(Saved data entries)
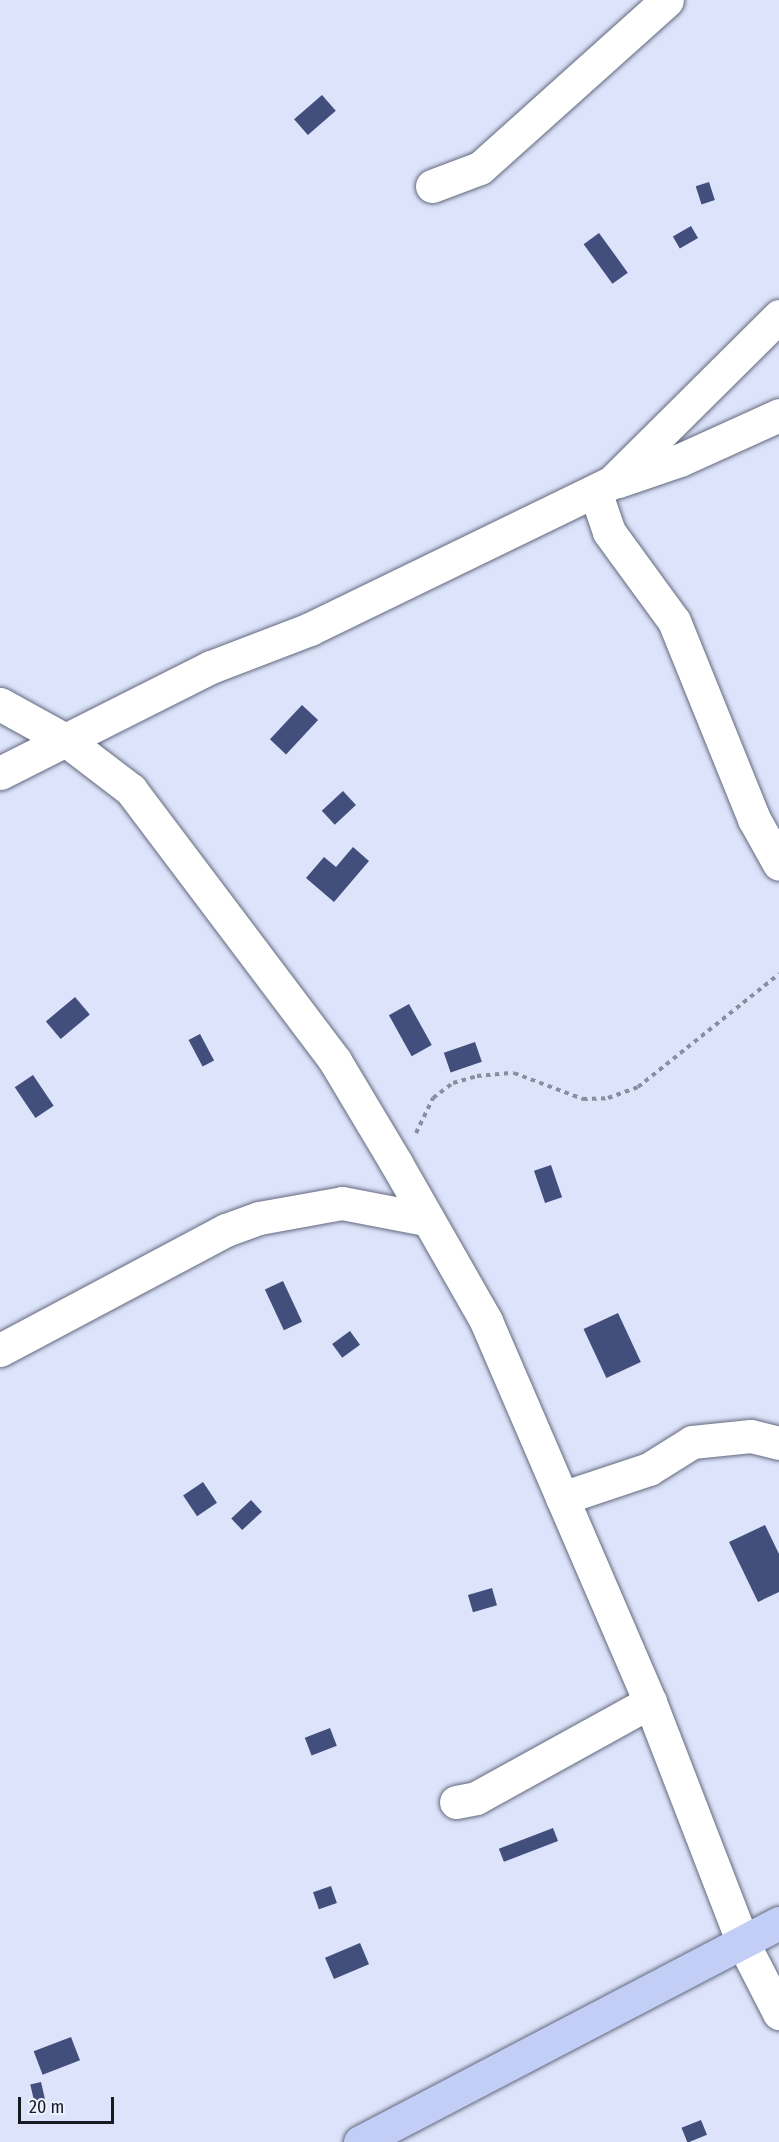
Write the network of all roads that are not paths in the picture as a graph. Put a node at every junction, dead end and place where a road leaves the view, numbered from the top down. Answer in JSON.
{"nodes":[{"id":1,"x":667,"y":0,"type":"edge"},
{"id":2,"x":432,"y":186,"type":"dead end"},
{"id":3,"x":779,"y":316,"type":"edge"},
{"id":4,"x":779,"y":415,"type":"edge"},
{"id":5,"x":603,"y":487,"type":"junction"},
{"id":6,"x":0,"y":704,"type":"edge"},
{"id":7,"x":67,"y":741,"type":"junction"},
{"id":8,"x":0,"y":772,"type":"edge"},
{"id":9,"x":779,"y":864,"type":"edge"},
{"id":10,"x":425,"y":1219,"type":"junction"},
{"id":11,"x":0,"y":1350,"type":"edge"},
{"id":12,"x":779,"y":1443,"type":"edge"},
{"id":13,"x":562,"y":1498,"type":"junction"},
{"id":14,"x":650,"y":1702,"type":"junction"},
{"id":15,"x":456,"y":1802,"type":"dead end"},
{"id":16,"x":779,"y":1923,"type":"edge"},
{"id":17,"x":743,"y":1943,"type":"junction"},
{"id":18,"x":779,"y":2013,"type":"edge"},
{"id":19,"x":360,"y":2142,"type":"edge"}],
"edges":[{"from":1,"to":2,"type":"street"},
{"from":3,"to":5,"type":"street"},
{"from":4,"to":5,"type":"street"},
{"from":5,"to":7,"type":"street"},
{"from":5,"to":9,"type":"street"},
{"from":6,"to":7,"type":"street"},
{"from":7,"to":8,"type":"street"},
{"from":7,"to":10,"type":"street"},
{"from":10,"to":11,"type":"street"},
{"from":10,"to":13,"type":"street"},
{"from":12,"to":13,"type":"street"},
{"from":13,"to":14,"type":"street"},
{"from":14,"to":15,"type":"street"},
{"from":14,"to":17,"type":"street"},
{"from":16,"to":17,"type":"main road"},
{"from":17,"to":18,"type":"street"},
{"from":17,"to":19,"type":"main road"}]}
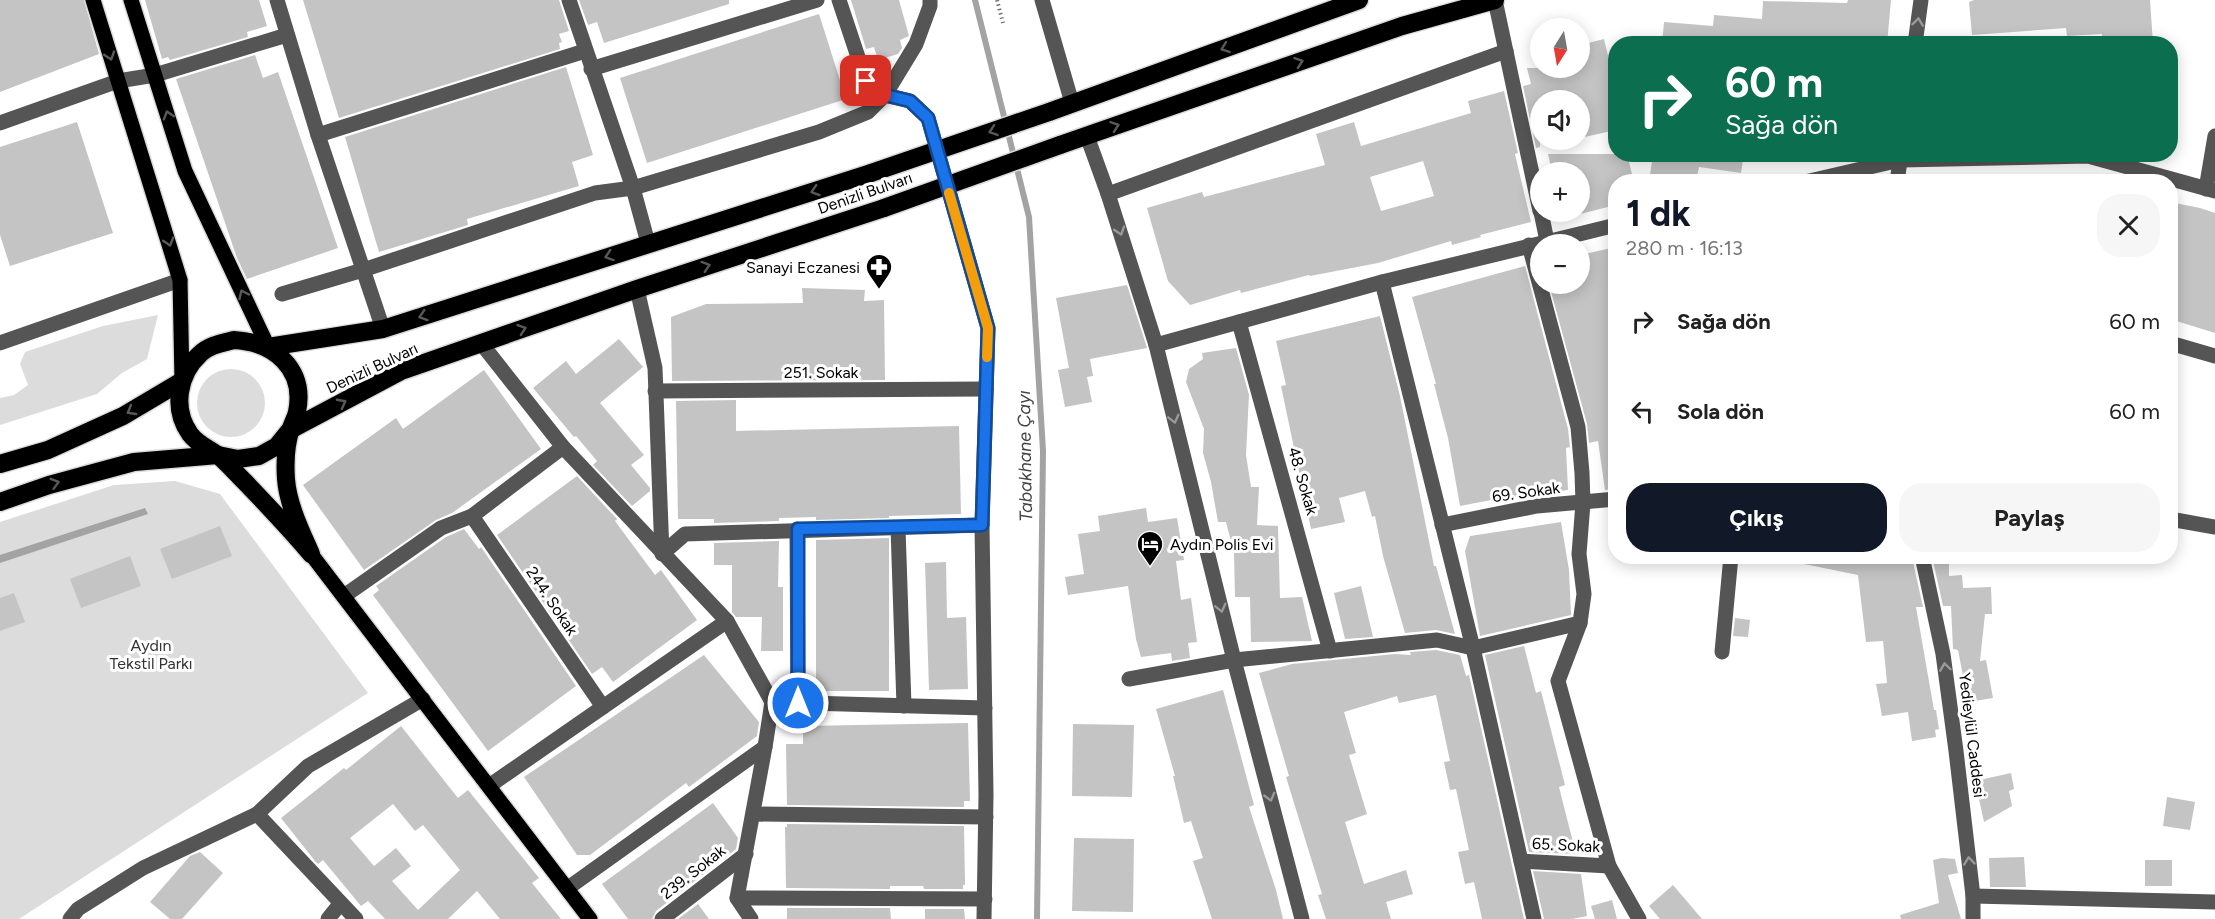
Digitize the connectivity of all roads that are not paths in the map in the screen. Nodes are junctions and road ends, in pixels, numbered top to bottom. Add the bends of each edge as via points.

==

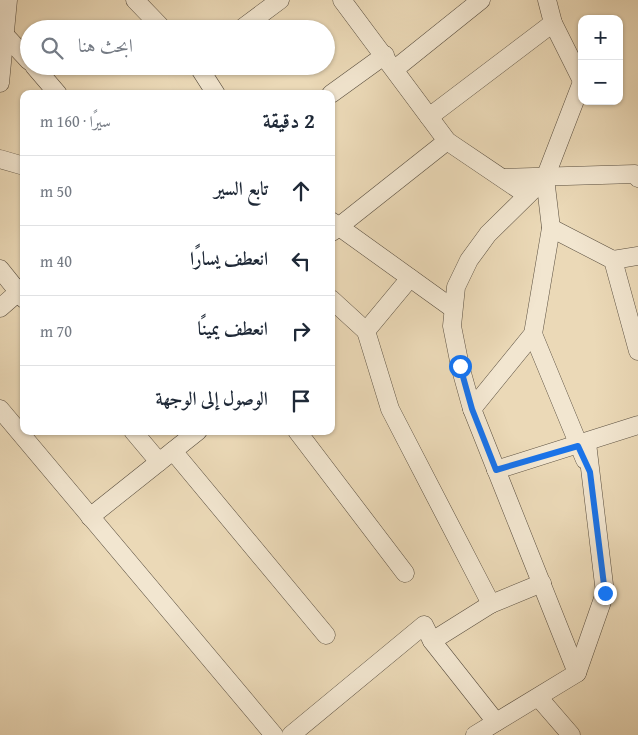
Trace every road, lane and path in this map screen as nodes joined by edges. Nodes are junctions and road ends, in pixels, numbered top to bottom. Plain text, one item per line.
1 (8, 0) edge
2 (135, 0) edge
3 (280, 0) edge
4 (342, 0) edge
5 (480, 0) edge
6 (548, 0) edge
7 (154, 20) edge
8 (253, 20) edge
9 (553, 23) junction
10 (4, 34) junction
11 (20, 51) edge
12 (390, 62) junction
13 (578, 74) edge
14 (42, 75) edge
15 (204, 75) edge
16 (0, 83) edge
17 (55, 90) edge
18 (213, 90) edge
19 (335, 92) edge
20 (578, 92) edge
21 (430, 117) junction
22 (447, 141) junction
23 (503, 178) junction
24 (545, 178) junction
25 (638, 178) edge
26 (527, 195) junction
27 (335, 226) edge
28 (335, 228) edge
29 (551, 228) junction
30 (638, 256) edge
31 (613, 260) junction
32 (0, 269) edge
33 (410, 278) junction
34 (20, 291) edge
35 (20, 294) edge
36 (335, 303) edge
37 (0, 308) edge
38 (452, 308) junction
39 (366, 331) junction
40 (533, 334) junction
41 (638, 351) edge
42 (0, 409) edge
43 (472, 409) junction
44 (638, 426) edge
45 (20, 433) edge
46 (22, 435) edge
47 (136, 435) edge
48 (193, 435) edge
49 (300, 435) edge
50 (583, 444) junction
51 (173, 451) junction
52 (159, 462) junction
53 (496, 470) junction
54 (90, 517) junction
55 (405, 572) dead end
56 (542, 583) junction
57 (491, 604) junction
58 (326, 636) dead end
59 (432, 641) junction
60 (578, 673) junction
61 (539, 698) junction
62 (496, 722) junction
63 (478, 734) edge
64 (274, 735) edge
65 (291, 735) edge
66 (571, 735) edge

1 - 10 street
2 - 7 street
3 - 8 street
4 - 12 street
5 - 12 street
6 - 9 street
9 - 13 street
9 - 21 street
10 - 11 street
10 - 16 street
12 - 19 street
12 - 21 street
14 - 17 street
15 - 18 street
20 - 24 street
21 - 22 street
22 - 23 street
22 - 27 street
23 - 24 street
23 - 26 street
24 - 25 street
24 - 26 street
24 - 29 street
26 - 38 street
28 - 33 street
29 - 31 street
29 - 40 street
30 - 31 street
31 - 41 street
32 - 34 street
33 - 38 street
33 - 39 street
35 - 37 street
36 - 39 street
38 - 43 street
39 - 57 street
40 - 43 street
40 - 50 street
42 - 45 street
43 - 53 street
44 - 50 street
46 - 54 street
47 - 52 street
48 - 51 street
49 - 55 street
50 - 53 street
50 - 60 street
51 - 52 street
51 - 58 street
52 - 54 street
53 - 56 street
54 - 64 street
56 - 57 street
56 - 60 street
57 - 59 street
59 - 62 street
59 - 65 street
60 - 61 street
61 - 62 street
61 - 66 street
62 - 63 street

...

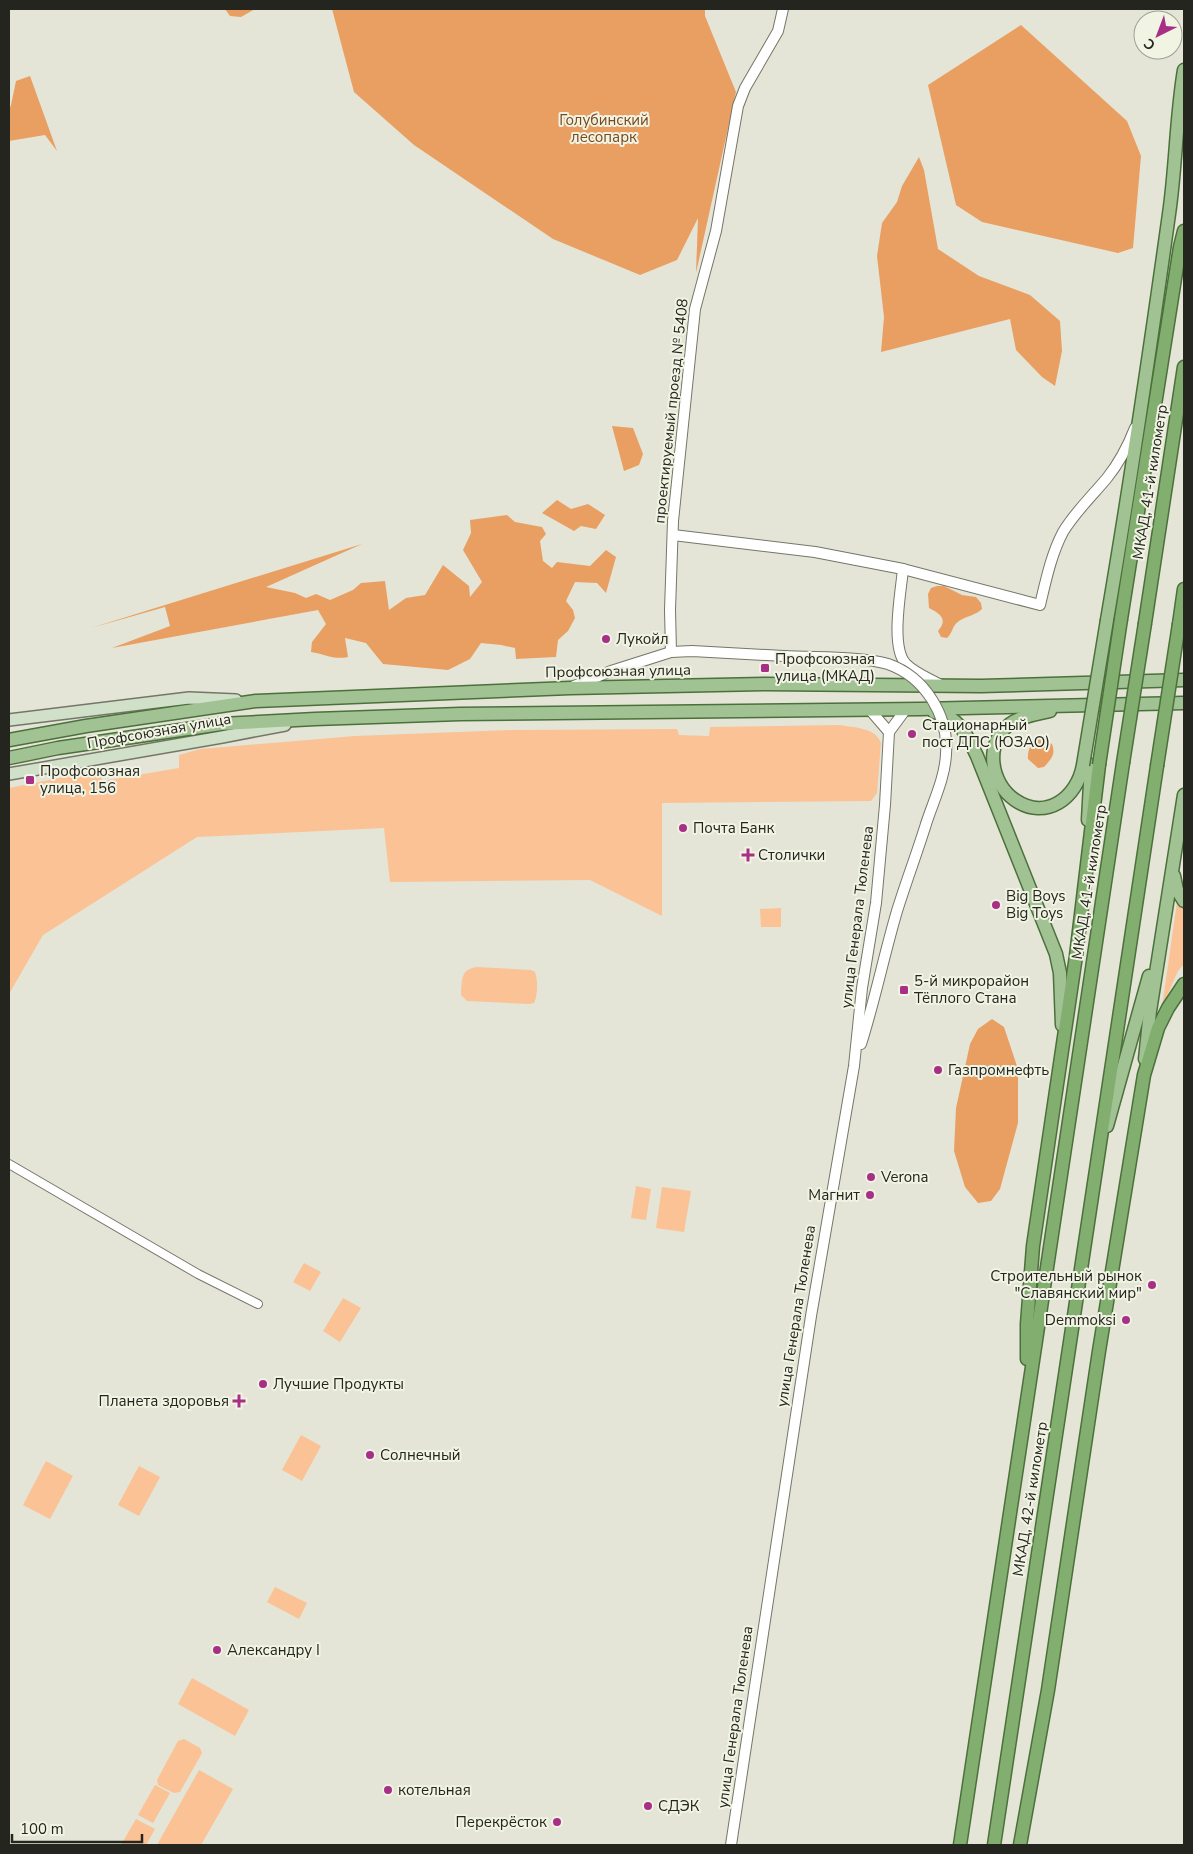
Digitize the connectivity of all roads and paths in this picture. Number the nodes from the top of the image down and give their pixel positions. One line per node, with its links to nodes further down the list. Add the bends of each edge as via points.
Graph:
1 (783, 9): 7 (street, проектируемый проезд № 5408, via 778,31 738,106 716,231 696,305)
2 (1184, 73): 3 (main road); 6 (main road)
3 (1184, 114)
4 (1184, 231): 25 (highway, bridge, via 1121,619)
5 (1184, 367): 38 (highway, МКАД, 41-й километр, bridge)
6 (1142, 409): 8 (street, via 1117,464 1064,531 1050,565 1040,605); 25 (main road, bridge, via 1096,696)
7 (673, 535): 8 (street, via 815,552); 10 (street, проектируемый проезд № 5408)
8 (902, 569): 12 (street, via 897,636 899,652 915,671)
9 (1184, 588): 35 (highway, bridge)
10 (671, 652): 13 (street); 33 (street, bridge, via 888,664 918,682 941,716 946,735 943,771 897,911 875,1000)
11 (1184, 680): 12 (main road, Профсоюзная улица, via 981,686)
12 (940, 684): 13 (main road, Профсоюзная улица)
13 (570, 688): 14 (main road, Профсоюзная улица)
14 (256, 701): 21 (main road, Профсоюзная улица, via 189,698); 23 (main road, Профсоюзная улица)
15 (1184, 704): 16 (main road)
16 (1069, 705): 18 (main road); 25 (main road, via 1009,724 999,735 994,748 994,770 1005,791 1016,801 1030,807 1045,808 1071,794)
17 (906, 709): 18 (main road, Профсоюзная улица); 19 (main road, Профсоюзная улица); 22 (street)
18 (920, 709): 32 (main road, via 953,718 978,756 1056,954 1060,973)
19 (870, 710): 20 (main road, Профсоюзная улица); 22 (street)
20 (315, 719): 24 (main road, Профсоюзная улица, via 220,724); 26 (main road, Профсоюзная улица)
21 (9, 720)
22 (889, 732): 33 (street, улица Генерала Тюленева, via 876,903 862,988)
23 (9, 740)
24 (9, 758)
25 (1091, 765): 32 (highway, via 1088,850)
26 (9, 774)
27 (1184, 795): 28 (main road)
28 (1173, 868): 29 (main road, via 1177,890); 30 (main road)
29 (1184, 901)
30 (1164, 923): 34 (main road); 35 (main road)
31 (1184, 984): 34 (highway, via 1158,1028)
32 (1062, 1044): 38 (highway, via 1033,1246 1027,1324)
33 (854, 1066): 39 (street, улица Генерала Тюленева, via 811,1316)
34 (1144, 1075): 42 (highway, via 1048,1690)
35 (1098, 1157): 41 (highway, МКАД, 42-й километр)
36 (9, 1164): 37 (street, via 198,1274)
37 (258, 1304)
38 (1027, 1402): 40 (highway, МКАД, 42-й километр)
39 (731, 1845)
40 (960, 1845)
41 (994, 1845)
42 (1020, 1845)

[WHAT YOU NEED TO DO]
Report each line of the entries where the word "Digitize" occurs.

[EXERCISE ANSWER]
Digitize the connectivity of all roads that are not paths in the map in the screen. Nodes are junctions and road ends, in pixels, numbered top to bottom. Add the bends of each edge as via points.
Digitize the connectivity of all roads and paths in this picture. Number the nodes from the top of the image down and give their pixel positions. One line per node, with its links to nodes further down the list. Add the bends of each edge as via points.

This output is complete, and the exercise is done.